Records for this task>
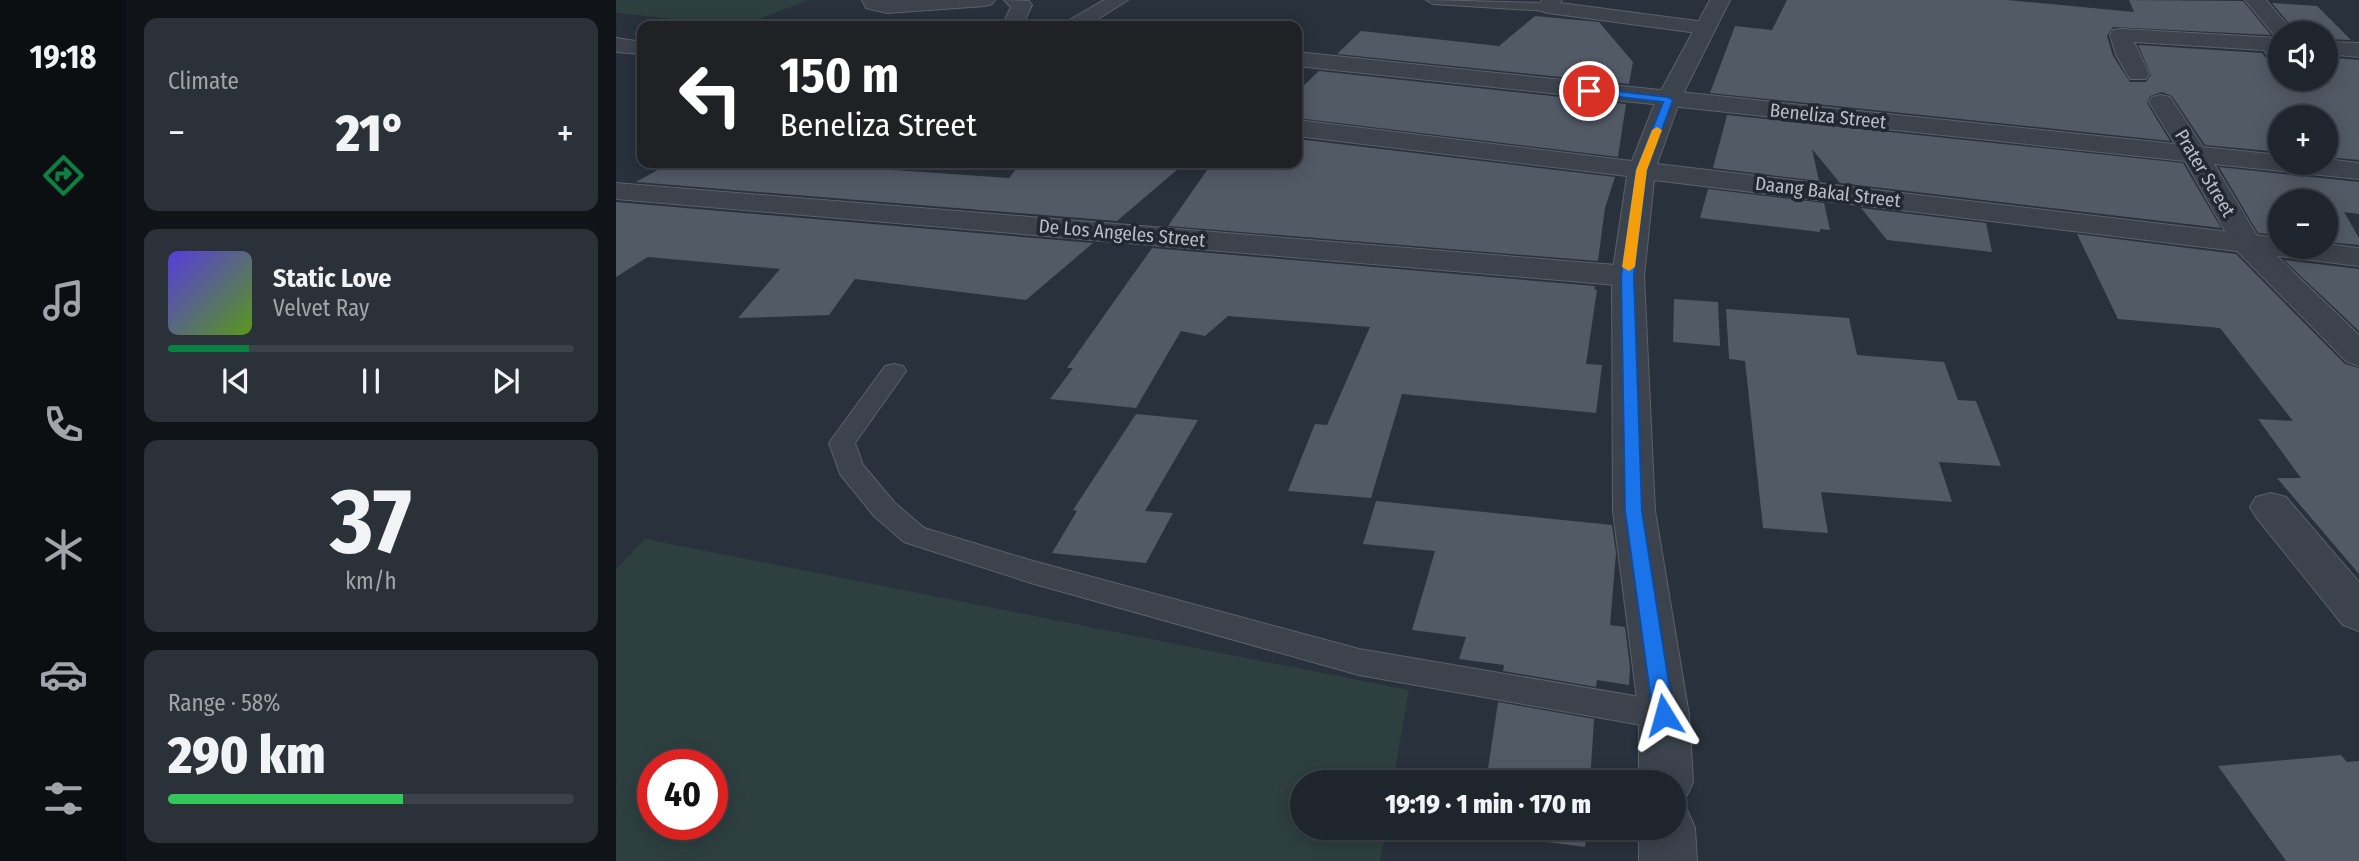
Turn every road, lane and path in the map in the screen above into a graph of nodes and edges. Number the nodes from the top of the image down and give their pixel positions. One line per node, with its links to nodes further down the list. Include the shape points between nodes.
1 (872, 0): 2 (street, via 887,7)
2 (985, 0)
3 (1014, 0): 9 (street, via 1022,5)
4 (1118, 0): 10 (street)
5 (1433, 0): 7 (lane)
6 (2255, 0): 11 (street)
7 (1550, 4): 8 (street)
8 (1712, 14): 19 (street)
9 (1014, 21)
10 (1082, 21)
11 (2268, 24)
12 (2268, 41): 18 (street, via 2121,35)
13 (616, 45): 14 (street)
14 (637, 47)
15 (2338, 49): 16 (street)
16 (2359, 50)
17 (1302, 60): 19 (street, Beneliza Street)
18 (2138, 74)
19 (1668, 100): 22 (street, Beneliza Street); 23 (street)
20 (2161, 102): 22 (street, Prater Street)
21 (1302, 129): 23 (street, Daang Bakal Street)
22 (2195, 154): 24 (street, Beneliza Street); 26 (street, Prater Street)
23 (1642, 170): 26 (street, Daang Bakal Street); 28 (street)
24 (2359, 171)
25 (616, 191): 28 (street, De Los Angeles Street)
26 (2248, 244): 27 (street, Daang Bakal Street); 29 (street, Prater Street)
27 (2359, 257)
28 (1628, 276): 33 (street, via 1634,511)
29 (2359, 355)
30 (894, 371): 33 (lane, via 842,443 849,468 914,535 1359,662)
31 (2272, 508): 32 (street)
32 (2359, 613)
33 (1664, 715): 34 (street)
34 (1666, 770)
35 (1667, 840): 36 (street)
36 (1668, 861)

What you have to do>
All of the material above should be output exactly, with the pictures left behind.

Answer section>
Turn every road, lane and path in the map in the screen above into a graph of nodes and edges. Number the nodes from the top of the image down and give their pixel positions. One line per node, with its links to nodes further down the list. Include the shape points between nodes.
1 (872, 0): 2 (street, via 887,7)
2 (985, 0)
3 (1014, 0): 9 (street, via 1022,5)
4 (1118, 0): 10 (street)
5 (1433, 0): 7 (lane)
6 (2255, 0): 11 (street)
7 (1550, 4): 8 (street)
8 (1712, 14): 19 (street)
9 (1014, 21)
10 (1082, 21)
11 (2268, 24)
12 (2268, 41): 18 (street, via 2121,35)
13 (616, 45): 14 (street)
14 (637, 47)
15 (2338, 49): 16 (street)
16 (2359, 50)
17 (1302, 60): 19 (street, Beneliza Street)
18 (2138, 74)
19 (1668, 100): 22 (street, Beneliza Street); 23 (street)
20 (2161, 102): 22 (street, Prater Street)
21 (1302, 129): 23 (street, Daang Bakal Street)
22 (2195, 154): 24 (street, Beneliza Street); 26 (street, Prater Street)
23 (1642, 170): 26 (street, Daang Bakal Street); 28 (street)
24 (2359, 171)
25 (616, 191): 28 (street, De Los Angeles Street)
26 (2248, 244): 27 (street, Daang Bakal Street); 29 (street, Prater Street)
27 (2359, 257)
28 (1628, 276): 33 (street, via 1634,511)
29 (2359, 355)
30 (894, 371): 33 (lane, via 842,443 849,468 914,535 1359,662)
31 (2272, 508): 32 (street)
32 (2359, 613)
33 (1664, 715): 34 (street)
34 (1666, 770)
35 (1667, 840): 36 (street)
36 (1668, 861)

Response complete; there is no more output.